**EXERCISE REQUIREMENTS**
Please copy out all lines of the entries that contain the word "Bidwell".

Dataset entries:
• • • • • • •
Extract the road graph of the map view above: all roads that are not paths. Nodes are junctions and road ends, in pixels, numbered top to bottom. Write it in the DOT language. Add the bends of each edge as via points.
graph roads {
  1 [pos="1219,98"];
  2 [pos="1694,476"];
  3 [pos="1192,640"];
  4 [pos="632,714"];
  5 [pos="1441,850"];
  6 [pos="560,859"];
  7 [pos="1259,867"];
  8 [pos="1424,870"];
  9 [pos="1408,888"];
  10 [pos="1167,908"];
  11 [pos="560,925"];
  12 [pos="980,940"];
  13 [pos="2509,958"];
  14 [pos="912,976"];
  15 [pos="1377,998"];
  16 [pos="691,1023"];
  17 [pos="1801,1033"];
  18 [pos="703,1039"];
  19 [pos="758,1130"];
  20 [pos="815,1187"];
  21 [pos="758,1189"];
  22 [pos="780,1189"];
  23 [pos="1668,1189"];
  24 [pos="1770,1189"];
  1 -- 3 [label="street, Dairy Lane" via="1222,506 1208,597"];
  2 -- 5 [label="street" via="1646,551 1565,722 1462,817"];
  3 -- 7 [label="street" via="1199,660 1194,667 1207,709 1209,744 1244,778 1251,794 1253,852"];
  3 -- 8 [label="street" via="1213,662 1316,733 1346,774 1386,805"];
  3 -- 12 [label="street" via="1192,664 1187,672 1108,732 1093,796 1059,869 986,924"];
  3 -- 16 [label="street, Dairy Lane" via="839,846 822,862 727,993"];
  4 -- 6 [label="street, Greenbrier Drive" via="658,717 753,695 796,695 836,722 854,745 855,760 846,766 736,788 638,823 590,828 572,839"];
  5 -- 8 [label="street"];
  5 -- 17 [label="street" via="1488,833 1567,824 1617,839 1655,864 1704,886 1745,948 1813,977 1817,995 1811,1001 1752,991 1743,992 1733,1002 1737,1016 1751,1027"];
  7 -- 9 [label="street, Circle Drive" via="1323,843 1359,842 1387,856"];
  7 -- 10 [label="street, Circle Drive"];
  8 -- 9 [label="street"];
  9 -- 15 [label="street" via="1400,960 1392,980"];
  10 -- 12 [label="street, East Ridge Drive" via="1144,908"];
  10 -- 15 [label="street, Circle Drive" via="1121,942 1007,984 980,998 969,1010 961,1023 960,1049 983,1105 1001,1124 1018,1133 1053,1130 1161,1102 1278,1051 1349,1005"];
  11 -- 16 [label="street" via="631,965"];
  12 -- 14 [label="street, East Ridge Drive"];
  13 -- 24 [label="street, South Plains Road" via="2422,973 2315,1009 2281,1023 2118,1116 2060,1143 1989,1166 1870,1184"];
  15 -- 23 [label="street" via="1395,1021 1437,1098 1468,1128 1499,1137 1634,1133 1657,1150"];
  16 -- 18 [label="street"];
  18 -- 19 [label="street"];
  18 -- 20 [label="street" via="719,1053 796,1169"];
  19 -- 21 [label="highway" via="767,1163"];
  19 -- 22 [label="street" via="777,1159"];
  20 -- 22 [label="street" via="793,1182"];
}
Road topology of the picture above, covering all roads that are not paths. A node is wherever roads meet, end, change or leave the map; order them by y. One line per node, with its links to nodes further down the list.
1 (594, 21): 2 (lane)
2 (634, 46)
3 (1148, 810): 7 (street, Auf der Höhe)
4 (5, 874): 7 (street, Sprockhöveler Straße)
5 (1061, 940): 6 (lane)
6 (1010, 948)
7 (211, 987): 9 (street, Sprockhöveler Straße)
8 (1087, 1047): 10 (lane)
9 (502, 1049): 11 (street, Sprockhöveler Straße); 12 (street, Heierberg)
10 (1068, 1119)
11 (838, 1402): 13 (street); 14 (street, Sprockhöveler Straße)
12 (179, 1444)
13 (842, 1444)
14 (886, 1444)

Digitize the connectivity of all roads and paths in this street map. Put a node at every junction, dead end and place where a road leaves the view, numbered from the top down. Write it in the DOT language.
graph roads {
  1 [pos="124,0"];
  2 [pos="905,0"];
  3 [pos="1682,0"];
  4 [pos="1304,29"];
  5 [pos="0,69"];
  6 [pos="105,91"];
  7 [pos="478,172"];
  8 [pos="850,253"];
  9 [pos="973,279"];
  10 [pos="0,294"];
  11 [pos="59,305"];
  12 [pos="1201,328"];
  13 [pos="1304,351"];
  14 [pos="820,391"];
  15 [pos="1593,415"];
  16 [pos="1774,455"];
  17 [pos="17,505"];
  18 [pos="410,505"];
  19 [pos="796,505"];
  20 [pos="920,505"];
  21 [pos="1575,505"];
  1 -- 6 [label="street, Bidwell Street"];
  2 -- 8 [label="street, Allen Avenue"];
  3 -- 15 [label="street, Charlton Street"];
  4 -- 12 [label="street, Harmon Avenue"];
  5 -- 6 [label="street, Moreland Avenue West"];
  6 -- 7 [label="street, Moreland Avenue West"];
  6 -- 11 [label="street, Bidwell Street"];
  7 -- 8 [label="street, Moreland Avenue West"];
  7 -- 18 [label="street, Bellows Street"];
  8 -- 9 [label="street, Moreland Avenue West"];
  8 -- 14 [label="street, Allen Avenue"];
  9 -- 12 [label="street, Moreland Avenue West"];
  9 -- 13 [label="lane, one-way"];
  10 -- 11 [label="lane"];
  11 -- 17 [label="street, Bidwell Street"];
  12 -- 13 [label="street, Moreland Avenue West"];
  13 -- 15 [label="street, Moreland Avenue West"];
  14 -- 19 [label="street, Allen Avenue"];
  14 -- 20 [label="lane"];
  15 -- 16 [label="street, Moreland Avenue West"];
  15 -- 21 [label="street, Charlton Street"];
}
• • • • • • •
**EXPECTED OUTPUT**
  1 -- 6 [label="street, Bidwell Street"];
  6 -- 11 [label="street, Bidwell Street"];
  11 -- 17 [label="street, Bidwell Street"];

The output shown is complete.